@Haomai,
Does HAVE_IBV_EXP still work with any RNIC in current Ceph repository?
@Nasution:
I have never used below options yet
ms_async_rdma_roce_ver = 0 #RoCEv1, all nodes with same networks. Should I use RoCEv2?
ms_async_rdma_local_gid = fe80:0000:0000:0000:****:****:****:**** #should I use
0000:0000:0000:0000:0000 :****:****:**** one?
To use RDMA, you may need:
1) configure “ulimit -l” to be unlimited
2) For RNIC with SRQ function:
a. below configuration should be OK
ms_async_rdma_device_name = mlx5_bond_0
ms_cluster_type = async+rdma
ms_public_type = async+posix
b. If you need to different RoCEv1 or RoCEv2, you need to configure
“ms_async_rdma_gid_idx”
Reference:
https://github.com/ceph/ceph/pull/31517/commits/b971cff51a9179c02f85a27cc19…
From: Lazuardi Nasution <mrxlazuardin(a)gmail.com>
Sent: Thursday, September 10, 2020 12:23 AM
To: Liu, Changcheng <changcheng.liu(a)intel.com>
Subject: Ceph with RDMA
Hi,
I'm reading your post regarding Ceph with RDMA. Have you solved your problem?
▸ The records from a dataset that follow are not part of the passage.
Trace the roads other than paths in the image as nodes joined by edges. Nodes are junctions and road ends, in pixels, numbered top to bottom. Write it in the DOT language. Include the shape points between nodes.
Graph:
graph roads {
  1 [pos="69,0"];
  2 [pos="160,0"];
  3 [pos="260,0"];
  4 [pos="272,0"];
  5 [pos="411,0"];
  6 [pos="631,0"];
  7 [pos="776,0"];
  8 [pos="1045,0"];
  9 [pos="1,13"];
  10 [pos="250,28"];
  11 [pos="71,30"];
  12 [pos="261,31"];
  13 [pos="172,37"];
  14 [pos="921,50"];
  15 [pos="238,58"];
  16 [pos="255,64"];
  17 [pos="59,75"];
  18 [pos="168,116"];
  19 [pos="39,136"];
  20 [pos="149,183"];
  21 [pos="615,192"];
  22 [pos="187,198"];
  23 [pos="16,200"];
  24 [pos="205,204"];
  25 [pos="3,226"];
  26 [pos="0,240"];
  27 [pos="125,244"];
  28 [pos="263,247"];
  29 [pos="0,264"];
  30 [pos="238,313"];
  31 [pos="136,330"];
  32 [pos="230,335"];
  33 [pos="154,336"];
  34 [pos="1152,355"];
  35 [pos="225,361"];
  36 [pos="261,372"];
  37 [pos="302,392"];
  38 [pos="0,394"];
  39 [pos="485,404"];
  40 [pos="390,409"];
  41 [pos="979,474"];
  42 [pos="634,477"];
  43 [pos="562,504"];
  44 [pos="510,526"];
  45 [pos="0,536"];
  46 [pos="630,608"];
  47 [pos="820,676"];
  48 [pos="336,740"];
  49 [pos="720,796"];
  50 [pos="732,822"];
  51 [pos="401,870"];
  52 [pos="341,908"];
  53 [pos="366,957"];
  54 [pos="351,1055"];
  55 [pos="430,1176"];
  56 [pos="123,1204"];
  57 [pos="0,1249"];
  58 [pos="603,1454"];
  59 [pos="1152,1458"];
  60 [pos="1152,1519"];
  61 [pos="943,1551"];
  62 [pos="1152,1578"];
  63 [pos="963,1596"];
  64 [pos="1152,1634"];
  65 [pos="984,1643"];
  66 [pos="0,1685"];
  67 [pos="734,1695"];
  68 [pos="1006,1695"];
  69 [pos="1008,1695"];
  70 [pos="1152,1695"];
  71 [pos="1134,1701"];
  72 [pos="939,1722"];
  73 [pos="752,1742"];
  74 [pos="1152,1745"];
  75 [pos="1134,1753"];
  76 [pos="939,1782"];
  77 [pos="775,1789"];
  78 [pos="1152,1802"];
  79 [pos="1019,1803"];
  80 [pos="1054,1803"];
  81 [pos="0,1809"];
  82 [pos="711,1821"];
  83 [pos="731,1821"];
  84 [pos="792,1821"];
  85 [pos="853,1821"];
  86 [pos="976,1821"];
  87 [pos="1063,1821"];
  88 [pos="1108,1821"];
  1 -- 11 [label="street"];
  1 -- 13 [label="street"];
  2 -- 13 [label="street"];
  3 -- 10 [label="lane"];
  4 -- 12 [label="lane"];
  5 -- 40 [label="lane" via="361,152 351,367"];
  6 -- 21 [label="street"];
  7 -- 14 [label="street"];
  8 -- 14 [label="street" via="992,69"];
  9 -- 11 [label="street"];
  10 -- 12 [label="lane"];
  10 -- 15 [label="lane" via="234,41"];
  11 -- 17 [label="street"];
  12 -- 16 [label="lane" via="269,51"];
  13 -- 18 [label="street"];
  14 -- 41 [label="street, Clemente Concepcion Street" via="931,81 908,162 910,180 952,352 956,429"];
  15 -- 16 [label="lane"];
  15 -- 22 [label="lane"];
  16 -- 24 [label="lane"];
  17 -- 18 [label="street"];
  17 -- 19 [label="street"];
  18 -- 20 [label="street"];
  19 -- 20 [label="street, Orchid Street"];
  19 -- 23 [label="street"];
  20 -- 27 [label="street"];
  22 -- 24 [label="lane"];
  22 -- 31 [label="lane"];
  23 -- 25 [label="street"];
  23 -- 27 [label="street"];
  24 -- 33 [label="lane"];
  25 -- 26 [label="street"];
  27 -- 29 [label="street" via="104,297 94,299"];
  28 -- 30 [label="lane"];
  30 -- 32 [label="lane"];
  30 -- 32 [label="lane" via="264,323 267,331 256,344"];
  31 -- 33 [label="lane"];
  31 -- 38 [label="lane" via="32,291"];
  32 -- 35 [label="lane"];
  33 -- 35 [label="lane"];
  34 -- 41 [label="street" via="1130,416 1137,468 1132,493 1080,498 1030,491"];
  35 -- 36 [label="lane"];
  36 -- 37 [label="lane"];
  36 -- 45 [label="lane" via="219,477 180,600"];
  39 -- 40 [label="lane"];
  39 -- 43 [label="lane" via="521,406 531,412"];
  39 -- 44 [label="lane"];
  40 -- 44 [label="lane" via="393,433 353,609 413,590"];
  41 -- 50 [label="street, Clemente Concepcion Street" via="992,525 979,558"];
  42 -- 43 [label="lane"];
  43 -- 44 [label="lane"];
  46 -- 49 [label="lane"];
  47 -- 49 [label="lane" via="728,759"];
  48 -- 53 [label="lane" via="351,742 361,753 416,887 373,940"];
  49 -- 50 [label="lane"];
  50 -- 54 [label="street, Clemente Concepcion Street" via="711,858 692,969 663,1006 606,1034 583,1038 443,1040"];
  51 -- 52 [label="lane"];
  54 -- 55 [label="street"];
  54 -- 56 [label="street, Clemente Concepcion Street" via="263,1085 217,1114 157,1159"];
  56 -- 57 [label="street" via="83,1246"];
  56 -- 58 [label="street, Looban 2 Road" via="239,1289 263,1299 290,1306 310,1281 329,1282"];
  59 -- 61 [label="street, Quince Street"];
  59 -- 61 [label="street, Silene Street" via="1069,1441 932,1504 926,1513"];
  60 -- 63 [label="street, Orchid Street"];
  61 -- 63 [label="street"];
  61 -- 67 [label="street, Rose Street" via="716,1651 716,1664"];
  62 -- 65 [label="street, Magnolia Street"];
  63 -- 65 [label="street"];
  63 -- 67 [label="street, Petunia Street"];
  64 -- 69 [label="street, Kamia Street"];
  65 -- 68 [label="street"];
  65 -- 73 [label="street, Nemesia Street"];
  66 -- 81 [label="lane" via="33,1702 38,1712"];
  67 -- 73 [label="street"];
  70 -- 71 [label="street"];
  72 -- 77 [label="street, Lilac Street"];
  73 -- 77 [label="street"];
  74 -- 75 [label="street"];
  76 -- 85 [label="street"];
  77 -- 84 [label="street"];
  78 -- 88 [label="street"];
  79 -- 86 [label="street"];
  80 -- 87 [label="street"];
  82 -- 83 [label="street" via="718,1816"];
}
I'm
trying the same way, but currently I'm facing a problem that some OSDs are
automatically down not so long after it up due to no heartbeat reply, even for the newly
installed cluster. I'm using the following RDMA related configuration.
[global]
.......
ms_async_rdma_device_name = mlx5_bond_0
ms_cluster_type = async+rdma
ms_public_type = async+posix
#/rbd does not support rdma
ms_async_rdma_polling_us = 0
ms_async_rdma_roce_ver = 0 #RoCEv1, all nodes with same networks. Should I use RoCEv2?
ms_async_rdma_local_gid = fe80:0000:0000:0000:****:****:****:**** #should I use
0000:0000:0000:0000:0000 :****:****:**** one?
[mgr]
ms_type = async+posix
I have put "LimitMEMLOCK on OSD (because it is the only one that failed to start
without it) systemd unit file. "Would you mind sharing your configuration of working
Ceph with RDMA? Do I miss something?
Best regards,